Film reviewKaylee Brewster
All audiences should get some kicks from the soccer-centric film “Early Man,” even if it’s not the best film Aardman Animations has produced.
Aardman Animations is responsible for claymation films such as “Chicken Run,” “Wallace and Gromit” and “Shaun the Sheep.” This time, they go back in time to tell a story from the Stone Age.
Dug (Eddie Redmayne) and his tribe of cave men happily live in a green valley hunting rabbits. Their world goes topsy-turvy when Lord Nooth (Tom Hiddleston) a leader in the Bronze Age, comes to take away their home and mine it.
Dug challenges Nooth to a game of football (or soccer, as it’s called in the U.S.). The only problem? The tribe has never played the sport.
The Aardman style of claymation is on full display, from how characters look to the way they move. Their round bulging eyes, goofy grins and rotund bodies will endear even the most primitive cave man (or woman) to audiences. The visual flow isn’t hampered by the film’s stop-action creation as characters move seamlessly — even in slow-motion.
Aardman also brings its distinct style of humor. There are jokes for kids with funny slips and falls and other visual and sound gags. There are jokes for adults with pop culture and history references. Then there are small details that earn laughs for their cleverness, such as a character who uses a beetle shaped like an electric razor to shave.
All these aspects make “Early Man” a prime example of Aardman’s mastery of animation and humor, which in turn makes it an enjoyable film.
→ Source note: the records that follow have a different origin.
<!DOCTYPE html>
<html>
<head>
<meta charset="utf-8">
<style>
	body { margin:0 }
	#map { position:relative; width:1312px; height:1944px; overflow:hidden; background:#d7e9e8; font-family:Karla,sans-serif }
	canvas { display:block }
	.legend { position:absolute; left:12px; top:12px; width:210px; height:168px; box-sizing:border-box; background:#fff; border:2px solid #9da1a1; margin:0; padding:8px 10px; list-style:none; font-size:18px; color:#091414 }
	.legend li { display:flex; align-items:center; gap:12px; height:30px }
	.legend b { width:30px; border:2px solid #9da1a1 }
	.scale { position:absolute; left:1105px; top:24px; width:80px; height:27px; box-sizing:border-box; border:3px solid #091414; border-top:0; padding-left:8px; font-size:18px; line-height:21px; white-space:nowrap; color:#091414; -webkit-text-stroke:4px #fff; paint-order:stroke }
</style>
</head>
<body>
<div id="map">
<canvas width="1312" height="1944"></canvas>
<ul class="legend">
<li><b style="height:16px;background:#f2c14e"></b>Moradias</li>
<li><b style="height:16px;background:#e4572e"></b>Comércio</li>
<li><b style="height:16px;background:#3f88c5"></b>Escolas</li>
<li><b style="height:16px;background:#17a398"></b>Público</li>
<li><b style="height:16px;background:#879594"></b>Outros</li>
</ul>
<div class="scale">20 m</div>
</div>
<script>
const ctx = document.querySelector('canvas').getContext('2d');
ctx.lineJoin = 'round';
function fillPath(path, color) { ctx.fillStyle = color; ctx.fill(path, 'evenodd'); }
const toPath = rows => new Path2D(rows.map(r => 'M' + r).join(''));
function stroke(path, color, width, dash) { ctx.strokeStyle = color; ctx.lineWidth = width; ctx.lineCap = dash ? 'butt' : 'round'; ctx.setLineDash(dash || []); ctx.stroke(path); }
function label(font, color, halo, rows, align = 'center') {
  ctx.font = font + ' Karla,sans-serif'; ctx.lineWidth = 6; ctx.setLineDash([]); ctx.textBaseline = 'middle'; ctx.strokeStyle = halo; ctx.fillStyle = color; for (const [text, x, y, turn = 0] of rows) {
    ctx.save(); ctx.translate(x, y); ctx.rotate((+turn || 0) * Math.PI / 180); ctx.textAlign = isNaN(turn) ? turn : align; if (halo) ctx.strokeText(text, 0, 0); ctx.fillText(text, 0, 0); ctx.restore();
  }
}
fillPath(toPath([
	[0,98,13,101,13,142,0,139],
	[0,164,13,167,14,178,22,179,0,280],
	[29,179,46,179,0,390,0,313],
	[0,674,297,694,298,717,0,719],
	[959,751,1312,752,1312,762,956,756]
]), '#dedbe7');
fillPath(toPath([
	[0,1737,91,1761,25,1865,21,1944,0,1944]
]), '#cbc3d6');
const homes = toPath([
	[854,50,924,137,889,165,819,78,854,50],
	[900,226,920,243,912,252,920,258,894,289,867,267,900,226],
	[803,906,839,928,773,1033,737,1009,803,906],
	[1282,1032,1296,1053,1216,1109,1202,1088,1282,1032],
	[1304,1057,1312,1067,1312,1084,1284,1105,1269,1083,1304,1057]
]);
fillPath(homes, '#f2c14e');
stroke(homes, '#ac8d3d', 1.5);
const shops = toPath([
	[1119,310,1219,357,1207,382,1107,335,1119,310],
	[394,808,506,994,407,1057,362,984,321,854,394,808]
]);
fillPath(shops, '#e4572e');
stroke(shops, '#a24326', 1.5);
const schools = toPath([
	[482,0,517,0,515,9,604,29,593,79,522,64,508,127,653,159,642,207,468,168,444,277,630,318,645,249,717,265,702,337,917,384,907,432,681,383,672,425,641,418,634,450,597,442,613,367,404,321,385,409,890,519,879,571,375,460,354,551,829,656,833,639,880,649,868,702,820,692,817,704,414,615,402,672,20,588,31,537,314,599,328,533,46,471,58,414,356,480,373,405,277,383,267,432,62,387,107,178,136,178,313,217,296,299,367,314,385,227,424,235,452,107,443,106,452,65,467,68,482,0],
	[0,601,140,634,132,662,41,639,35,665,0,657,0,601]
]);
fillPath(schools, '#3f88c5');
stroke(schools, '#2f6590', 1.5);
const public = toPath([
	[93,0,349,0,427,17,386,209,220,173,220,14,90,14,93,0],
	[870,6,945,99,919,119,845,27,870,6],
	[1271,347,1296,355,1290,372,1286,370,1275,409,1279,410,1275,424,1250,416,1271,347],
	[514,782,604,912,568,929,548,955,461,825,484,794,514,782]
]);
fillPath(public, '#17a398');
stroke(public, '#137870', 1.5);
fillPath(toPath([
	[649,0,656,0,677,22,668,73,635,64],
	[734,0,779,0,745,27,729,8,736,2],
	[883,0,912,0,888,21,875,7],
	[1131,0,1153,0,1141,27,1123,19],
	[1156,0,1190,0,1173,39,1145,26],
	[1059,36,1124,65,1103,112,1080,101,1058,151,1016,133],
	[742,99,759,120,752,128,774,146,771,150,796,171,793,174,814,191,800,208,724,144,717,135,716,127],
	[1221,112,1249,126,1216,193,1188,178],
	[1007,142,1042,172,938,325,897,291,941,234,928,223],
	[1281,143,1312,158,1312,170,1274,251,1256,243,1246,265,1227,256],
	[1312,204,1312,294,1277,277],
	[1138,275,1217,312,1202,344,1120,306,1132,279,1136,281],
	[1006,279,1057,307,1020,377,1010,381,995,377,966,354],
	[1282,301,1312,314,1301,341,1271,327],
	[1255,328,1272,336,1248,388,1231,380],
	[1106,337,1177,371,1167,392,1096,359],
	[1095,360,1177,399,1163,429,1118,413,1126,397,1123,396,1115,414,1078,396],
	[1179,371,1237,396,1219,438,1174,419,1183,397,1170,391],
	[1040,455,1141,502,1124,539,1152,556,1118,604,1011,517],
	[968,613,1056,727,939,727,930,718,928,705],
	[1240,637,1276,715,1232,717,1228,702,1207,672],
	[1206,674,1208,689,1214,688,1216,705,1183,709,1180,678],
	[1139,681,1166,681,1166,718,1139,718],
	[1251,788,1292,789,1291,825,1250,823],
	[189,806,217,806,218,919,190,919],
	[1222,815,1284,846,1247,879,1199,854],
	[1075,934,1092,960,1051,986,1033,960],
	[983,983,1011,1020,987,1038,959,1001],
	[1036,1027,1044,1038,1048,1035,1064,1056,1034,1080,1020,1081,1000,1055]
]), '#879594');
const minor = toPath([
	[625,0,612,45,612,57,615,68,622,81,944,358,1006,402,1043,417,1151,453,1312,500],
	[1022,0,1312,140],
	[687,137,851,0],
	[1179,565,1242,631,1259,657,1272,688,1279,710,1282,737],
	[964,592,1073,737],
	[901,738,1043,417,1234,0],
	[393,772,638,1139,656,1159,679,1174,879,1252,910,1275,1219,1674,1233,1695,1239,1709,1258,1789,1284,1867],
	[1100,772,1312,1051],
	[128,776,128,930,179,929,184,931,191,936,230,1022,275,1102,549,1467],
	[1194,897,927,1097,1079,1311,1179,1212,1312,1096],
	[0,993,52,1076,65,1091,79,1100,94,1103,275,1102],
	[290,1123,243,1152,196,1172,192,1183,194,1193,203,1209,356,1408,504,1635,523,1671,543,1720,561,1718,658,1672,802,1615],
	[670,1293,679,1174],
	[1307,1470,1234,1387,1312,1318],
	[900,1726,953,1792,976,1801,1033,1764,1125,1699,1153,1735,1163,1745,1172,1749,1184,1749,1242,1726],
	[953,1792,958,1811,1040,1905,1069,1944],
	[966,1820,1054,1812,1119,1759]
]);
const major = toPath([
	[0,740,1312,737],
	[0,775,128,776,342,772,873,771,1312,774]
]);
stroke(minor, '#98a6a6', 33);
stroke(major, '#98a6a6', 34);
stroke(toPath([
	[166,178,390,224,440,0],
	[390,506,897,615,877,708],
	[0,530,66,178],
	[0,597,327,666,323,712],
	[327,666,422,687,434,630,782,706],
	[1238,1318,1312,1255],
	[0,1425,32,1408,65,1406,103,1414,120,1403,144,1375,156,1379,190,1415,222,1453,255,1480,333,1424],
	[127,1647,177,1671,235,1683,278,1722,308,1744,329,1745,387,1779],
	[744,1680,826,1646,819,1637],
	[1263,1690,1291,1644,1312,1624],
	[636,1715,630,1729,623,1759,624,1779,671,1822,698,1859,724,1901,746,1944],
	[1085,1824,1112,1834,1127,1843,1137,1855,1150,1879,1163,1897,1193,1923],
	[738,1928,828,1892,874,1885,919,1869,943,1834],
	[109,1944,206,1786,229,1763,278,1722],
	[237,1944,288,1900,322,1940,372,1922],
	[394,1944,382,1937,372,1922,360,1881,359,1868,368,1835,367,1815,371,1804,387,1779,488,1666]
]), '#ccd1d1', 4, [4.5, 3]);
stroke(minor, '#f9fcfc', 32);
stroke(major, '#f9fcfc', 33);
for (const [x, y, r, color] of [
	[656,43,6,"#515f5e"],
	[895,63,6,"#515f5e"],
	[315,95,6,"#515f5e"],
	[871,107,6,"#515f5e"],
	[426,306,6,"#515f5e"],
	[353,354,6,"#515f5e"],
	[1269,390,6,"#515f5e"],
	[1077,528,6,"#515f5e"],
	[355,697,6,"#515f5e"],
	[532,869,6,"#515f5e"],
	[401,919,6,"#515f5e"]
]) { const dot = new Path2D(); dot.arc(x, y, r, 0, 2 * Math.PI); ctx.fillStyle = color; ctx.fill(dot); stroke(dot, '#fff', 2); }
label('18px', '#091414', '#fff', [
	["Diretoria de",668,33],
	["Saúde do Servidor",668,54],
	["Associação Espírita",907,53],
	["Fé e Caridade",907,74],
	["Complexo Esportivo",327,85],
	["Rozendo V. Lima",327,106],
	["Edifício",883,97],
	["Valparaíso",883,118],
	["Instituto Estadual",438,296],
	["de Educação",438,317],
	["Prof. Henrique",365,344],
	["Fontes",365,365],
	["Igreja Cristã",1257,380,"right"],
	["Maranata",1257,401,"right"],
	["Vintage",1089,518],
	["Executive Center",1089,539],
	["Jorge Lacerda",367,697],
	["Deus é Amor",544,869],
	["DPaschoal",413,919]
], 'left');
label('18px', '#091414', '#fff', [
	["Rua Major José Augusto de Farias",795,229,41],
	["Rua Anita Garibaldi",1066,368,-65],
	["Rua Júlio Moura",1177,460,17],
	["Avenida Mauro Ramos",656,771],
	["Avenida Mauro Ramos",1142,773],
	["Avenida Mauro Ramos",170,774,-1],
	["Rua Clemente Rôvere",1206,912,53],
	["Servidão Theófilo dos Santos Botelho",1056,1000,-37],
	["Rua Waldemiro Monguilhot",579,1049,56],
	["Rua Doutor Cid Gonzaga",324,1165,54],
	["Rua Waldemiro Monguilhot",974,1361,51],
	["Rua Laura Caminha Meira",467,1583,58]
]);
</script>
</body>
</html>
However, other aspects are a little lacking. The plot is predictable, and so are the characters. It’s fun to watch the good guys and villains interact, but audiences have seen their type 100 times in 100 different movies. “Early Man” could have been better if some of these details were slightly tweaked and characters were developed a bit more.
The other downside to “Early Man” is in how it relates to U.S. audiences. Football — especially how U.K. and European fans interact with it — is the focus of this film and at the heart of many of the jokes. Those parts of the film might soar over some American heads instead of into the goal.
There are some things “Early Man” could have done to evolve into a better film, but it does enough to keep it fun and entertaining. Although our relatives across the pond might be enjoying it a bit more thanks to the football … er, soccer, references.